[Collected data]
#####

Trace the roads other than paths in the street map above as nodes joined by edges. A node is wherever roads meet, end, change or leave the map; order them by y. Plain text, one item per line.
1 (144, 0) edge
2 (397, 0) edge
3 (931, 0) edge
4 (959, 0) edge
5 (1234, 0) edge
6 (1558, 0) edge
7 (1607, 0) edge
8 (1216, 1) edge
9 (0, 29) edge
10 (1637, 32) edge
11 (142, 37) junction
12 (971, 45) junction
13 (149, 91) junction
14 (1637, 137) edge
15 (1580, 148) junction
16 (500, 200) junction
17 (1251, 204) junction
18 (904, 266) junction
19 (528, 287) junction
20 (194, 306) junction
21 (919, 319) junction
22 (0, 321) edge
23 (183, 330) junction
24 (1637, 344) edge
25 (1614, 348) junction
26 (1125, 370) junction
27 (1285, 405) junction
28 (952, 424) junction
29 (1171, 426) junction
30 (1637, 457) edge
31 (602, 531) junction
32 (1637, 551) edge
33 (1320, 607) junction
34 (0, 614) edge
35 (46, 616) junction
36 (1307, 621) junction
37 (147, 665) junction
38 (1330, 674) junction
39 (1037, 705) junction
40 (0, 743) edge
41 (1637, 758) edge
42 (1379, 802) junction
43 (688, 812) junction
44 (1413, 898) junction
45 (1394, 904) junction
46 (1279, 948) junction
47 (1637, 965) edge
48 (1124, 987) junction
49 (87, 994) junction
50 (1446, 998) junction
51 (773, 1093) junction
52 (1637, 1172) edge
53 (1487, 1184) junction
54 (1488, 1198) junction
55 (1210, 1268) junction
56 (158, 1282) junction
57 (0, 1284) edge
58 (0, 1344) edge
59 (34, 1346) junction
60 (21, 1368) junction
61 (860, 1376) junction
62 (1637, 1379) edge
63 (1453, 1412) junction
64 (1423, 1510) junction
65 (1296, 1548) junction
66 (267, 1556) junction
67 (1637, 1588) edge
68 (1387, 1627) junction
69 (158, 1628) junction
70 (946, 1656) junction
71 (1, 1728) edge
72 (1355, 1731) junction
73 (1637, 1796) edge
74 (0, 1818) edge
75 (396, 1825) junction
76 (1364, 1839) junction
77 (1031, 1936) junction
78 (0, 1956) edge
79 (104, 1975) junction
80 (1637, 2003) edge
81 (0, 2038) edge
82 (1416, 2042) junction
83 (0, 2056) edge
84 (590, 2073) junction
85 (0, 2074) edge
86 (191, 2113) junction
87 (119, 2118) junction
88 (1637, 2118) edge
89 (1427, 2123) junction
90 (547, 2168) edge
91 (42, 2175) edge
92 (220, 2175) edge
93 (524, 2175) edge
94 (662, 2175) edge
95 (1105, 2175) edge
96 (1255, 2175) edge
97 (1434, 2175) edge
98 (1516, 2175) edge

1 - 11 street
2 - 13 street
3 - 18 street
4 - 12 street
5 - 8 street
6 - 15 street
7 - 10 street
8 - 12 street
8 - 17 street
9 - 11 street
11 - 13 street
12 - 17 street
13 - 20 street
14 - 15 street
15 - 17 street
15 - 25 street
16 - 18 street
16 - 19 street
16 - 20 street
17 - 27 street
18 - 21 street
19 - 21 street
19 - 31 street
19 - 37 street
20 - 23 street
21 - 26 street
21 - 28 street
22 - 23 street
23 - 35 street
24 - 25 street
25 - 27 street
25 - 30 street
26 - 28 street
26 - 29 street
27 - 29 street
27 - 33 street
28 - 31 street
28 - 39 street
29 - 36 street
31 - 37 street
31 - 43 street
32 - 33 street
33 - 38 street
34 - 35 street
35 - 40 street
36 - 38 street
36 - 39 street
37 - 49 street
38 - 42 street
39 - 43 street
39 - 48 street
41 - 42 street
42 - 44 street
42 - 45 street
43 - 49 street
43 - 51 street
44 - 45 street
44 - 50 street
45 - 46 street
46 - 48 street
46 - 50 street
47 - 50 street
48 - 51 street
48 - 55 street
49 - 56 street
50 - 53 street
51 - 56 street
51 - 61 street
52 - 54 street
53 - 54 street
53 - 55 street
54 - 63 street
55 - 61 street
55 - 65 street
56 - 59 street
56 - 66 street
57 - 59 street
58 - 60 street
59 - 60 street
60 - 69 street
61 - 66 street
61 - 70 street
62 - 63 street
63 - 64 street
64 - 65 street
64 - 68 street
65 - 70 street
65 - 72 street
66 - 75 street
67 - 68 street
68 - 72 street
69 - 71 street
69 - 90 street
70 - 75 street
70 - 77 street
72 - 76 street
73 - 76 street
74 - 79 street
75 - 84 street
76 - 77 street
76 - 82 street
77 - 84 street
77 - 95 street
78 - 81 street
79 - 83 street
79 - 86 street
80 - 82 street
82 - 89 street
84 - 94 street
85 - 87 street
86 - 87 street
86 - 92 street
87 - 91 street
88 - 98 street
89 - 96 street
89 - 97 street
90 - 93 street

#####

* _What the exercise asks_: Your answer must be every record above, repeated exactly.

* _Written response_:
Trace the roads other than paths in the street map above as nodes joined by edges. A node is wherever roads meet, end, change or leave the map; order them by y. Plain text, one item per line.
1 (144, 0) edge
2 (397, 0) edge
3 (931, 0) edge
4 (959, 0) edge
5 (1234, 0) edge
6 (1558, 0) edge
7 (1607, 0) edge
8 (1216, 1) edge
9 (0, 29) edge
10 (1637, 32) edge
11 (142, 37) junction
12 (971, 45) junction
13 (149, 91) junction
14 (1637, 137) edge
15 (1580, 148) junction
16 (500, 200) junction
17 (1251, 204) junction
18 (904, 266) junction
19 (528, 287) junction
20 (194, 306) junction
21 (919, 319) junction
22 (0, 321) edge
23 (183, 330) junction
24 (1637, 344) edge
25 (1614, 348) junction
26 (1125, 370) junction
27 (1285, 405) junction
28 (952, 424) junction
29 (1171, 426) junction
30 (1637, 457) edge
31 (602, 531) junction
32 (1637, 551) edge
33 (1320, 607) junction
34 (0, 614) edge
35 (46, 616) junction
36 (1307, 621) junction
37 (147, 665) junction
38 (1330, 674) junction
39 (1037, 705) junction
40 (0, 743) edge
41 (1637, 758) edge
42 (1379, 802) junction
43 (688, 812) junction
44 (1413, 898) junction
45 (1394, 904) junction
46 (1279, 948) junction
47 (1637, 965) edge
48 (1124, 987) junction
49 (87, 994) junction
50 (1446, 998) junction
51 (773, 1093) junction
52 (1637, 1172) edge
53 (1487, 1184) junction
54 (1488, 1198) junction
55 (1210, 1268) junction
56 (158, 1282) junction
57 (0, 1284) edge
58 (0, 1344) edge
59 (34, 1346) junction
60 (21, 1368) junction
61 (860, 1376) junction
62 (1637, 1379) edge
63 (1453, 1412) junction
64 (1423, 1510) junction
65 (1296, 1548) junction
66 (267, 1556) junction
67 (1637, 1588) edge
68 (1387, 1627) junction
69 (158, 1628) junction
70 (946, 1656) junction
71 (1, 1728) edge
72 (1355, 1731) junction
73 (1637, 1796) edge
74 (0, 1818) edge
75 (396, 1825) junction
76 (1364, 1839) junction
77 (1031, 1936) junction
78 (0, 1956) edge
79 (104, 1975) junction
80 (1637, 2003) edge
81 (0, 2038) edge
82 (1416, 2042) junction
83 (0, 2056) edge
84 (590, 2073) junction
85 (0, 2074) edge
86 (191, 2113) junction
87 (119, 2118) junction
88 (1637, 2118) edge
89 (1427, 2123) junction
90 (547, 2168) edge
91 (42, 2175) edge
92 (220, 2175) edge
93 (524, 2175) edge
94 (662, 2175) edge
95 (1105, 2175) edge
96 (1255, 2175) edge
97 (1434, 2175) edge
98 (1516, 2175) edge

1 - 11 street
2 - 13 street
3 - 18 street
4 - 12 street
5 - 8 street
6 - 15 street
7 - 10 street
8 - 12 street
8 - 17 street
9 - 11 street
11 - 13 street
12 - 17 street
13 - 20 street
14 - 15 street
15 - 17 street
15 - 25 street
16 - 18 street
16 - 19 street
16 - 20 street
17 - 27 street
18 - 21 street
19 - 21 street
19 - 31 street
19 - 37 street
20 - 23 street
21 - 26 street
21 - 28 street
22 - 23 street
23 - 35 street
24 - 25 street
25 - 27 street
25 - 30 street
26 - 28 street
26 - 29 street
27 - 29 street
27 - 33 street
28 - 31 street
28 - 39 street
29 - 36 street
31 - 37 street
31 - 43 street
32 - 33 street
33 - 38 street
34 - 35 street
35 - 40 street
36 - 38 street
36 - 39 street
37 - 49 street
38 - 42 street
39 - 43 street
39 - 48 street
41 - 42 street
42 - 44 street
42 - 45 street
43 - 49 street
43 - 51 street
44 - 45 street
44 - 50 street
45 - 46 street
46 - 48 street
46 - 50 street
47 - 50 street
48 - 51 street
48 - 55 street
49 - 56 street
50 - 53 street
51 - 56 street
51 - 61 street
52 - 54 street
53 - 54 street
53 - 55 street
54 - 63 street
55 - 61 street
55 - 65 street
56 - 59 street
56 - 66 street
57 - 59 street
58 - 60 street
59 - 60 street
60 - 69 street
61 - 66 street
61 - 70 street
62 - 63 street
63 - 64 street
64 - 65 street
64 - 68 street
65 - 70 street
65 - 72 street
66 - 75 street
67 - 68 street
68 - 72 street
69 - 71 street
69 - 90 street
70 - 75 street
70 - 77 street
72 - 76 street
73 - 76 street
74 - 79 street
75 - 84 street
76 - 77 street
76 - 82 street
77 - 84 street
77 - 95 street
78 - 81 street
79 - 83 street
79 - 86 street
80 - 82 street
82 - 89 street
84 - 94 street
85 - 87 street
86 - 87 street
86 - 92 street
87 - 91 street
88 - 98 street
89 - 96 street
89 - 97 street
90 - 93 street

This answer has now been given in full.